Full Day Charter: Leaves port at 7am, returning around 6pm (11 hrs).
LET’S GO!!!! Oh, sorry I get a little carried away. When we find them the fight is hard and long. Eat your Wheaties, you are going to need them! We have a 50/50 chance of landing the brute. I fish with a min of 4 fishermen and you can bring 2 guests. This is explained in the pricing section.
Salmon shark are giant, powerful, streamlined predators adapted for high speed swimming. Evidence indicates they are the predominant large predatory fish in the North Pacific.
Make no mistake, if you are going after salmon shark you are not going fishing as much as you are going hunting! Big game hunting, so be careful because a salmon shark is as dangerous out of the water as in it!
Appearing in many parts of the world including the North Atlantic, the North Sea, off England, Scotland, Iceland, Newfoundland, New England and corresponding latitudes in the Southern Hemisphere, it goes without saying that the Salmon Shark is known by many different ‘common’ names. Depending on where you are in the world it can be called the Porbeagle, Bluedog, Salmon Shark, Mackerel Shark or Bonito Shark, but here we will concentrate on the shark as it occurs in Alaskan waters.

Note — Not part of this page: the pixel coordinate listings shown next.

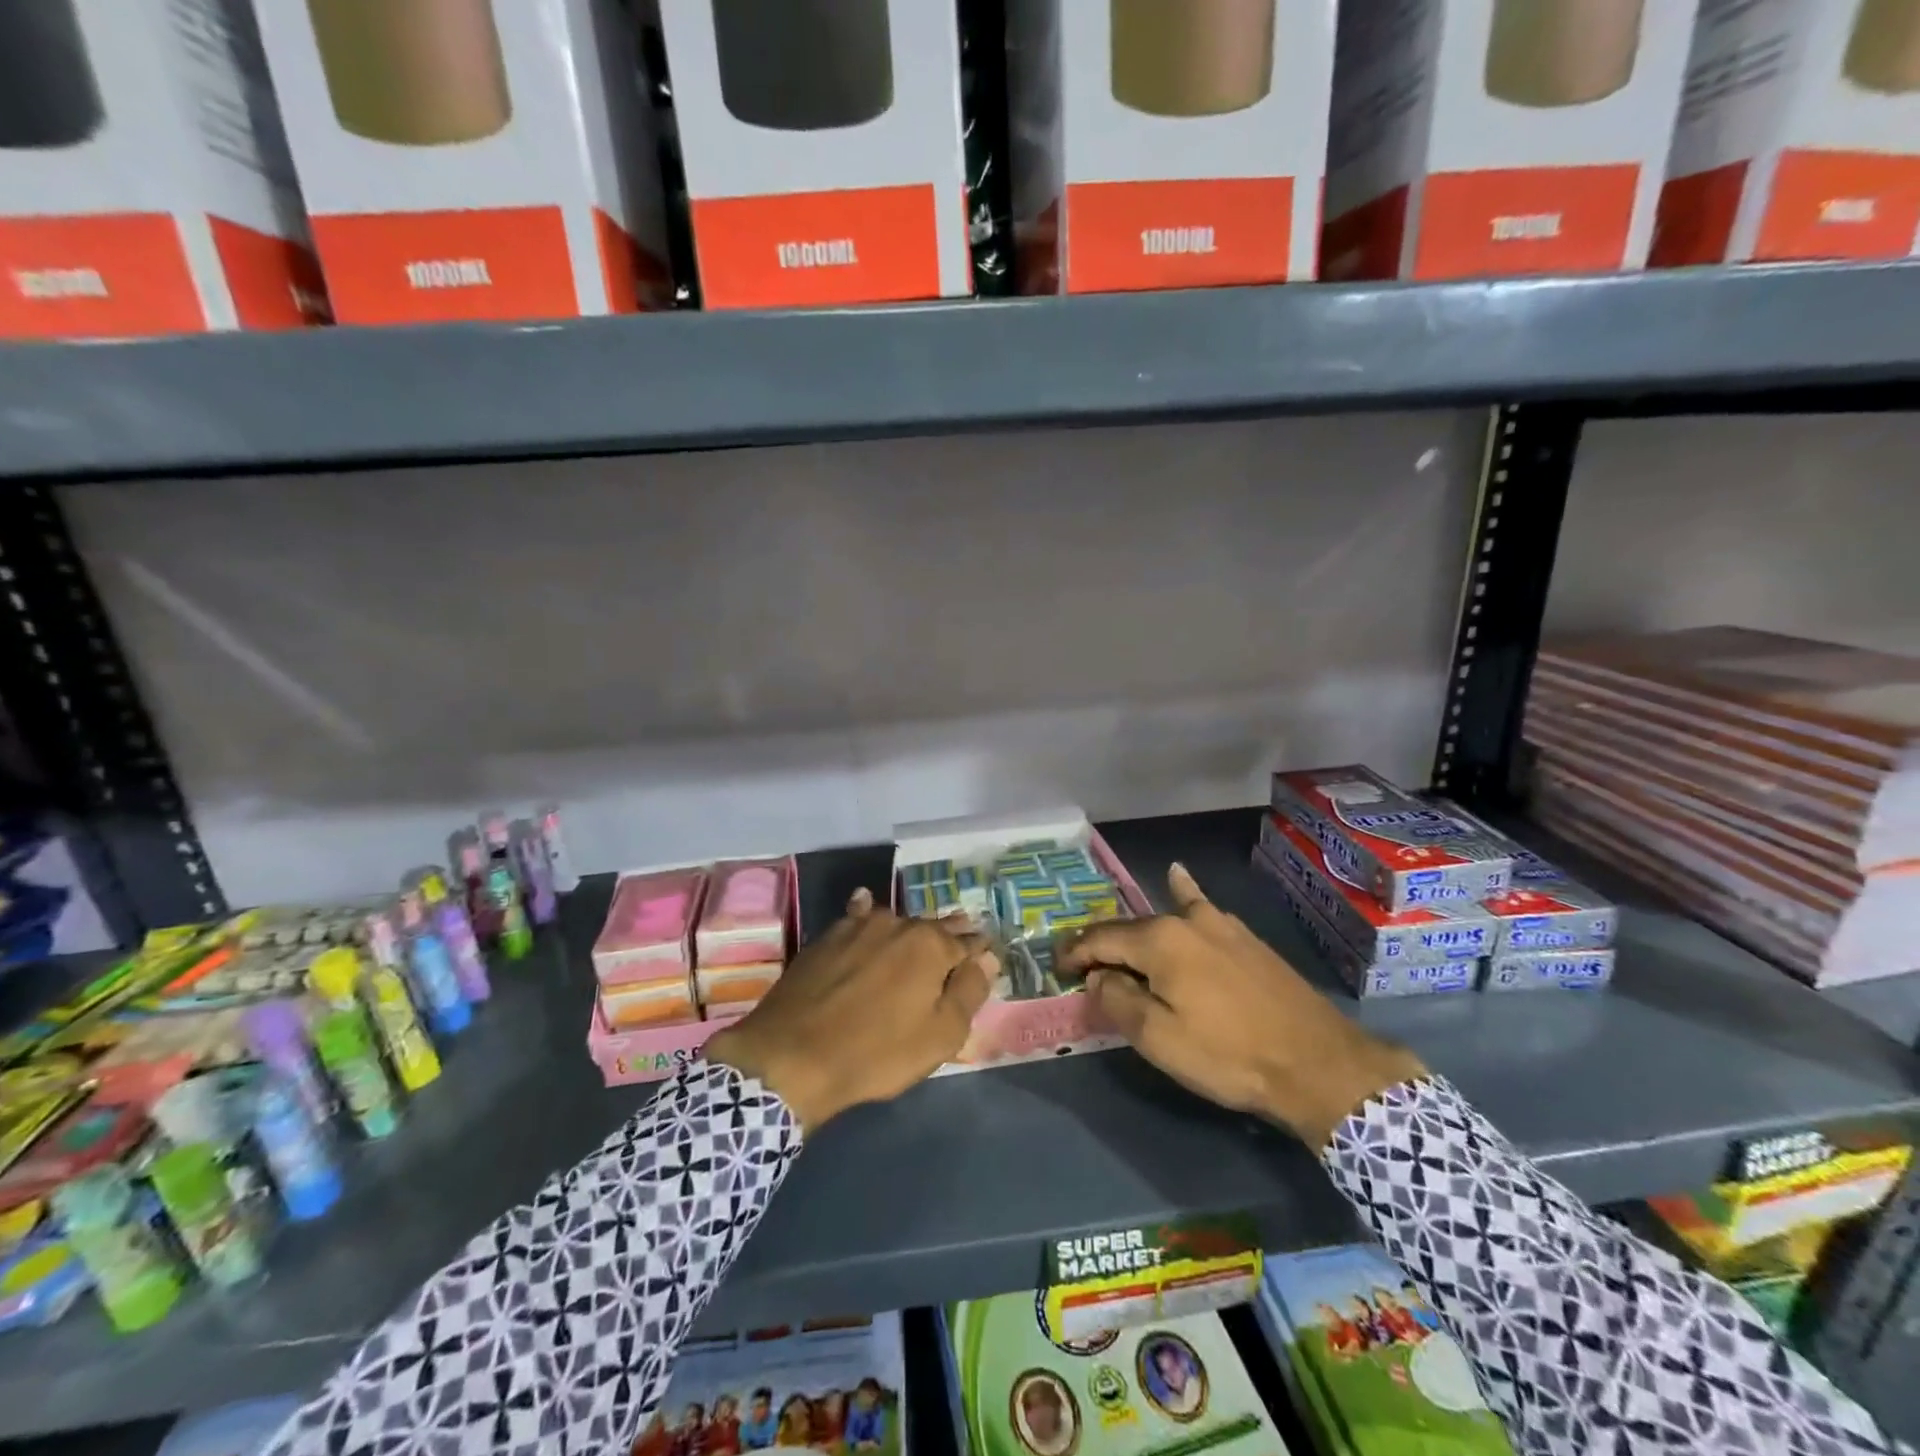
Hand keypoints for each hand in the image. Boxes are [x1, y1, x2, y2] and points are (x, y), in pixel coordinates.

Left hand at [707, 889, 994, 1131]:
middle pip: (933, 927)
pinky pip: (856, 917)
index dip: (979, 950)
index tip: (987, 953)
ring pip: (896, 921)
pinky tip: (865, 904)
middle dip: (950, 933)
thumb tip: (987, 958)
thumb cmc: (875, 1053)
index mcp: (931, 946)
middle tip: (962, 936)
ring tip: (921, 931)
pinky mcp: (826, 937)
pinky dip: (866, 912)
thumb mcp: (939, 1035)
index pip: (968, 942)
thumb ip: (969, 992)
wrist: (790, 1057)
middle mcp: (898, 924)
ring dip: (912, 927)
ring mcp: (858, 926)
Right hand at [1061, 864, 1424, 1148]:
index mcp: (1159, 941)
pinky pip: (1201, 908)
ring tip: (1118, 942)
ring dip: (1135, 932)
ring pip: (1162, 919)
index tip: (1056, 970)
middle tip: (1083, 970)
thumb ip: (1117, 1001)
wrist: (1317, 1063)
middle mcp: (1185, 921)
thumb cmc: (1229, 1055)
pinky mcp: (1244, 937)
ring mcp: (1219, 924)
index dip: (1073, 953)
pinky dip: (1183, 893)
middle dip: (1102, 947)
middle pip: (1129, 928)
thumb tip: (1097, 977)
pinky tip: (1179, 877)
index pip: (1099, 939)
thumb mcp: (1159, 1039)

Inhabiting coastal and oceanic waters in the North Pacific, the Salmon Shark seem to prefer colder water (5-18c.) and occur from the surface to at least 500 feet. With limited research it is difficult to assess the exact seasonal distribution of the shark, but it seems there is some annual, North, South movement. Apparently female Salmon Sharks travel South to pup in the spring off Oregon and California.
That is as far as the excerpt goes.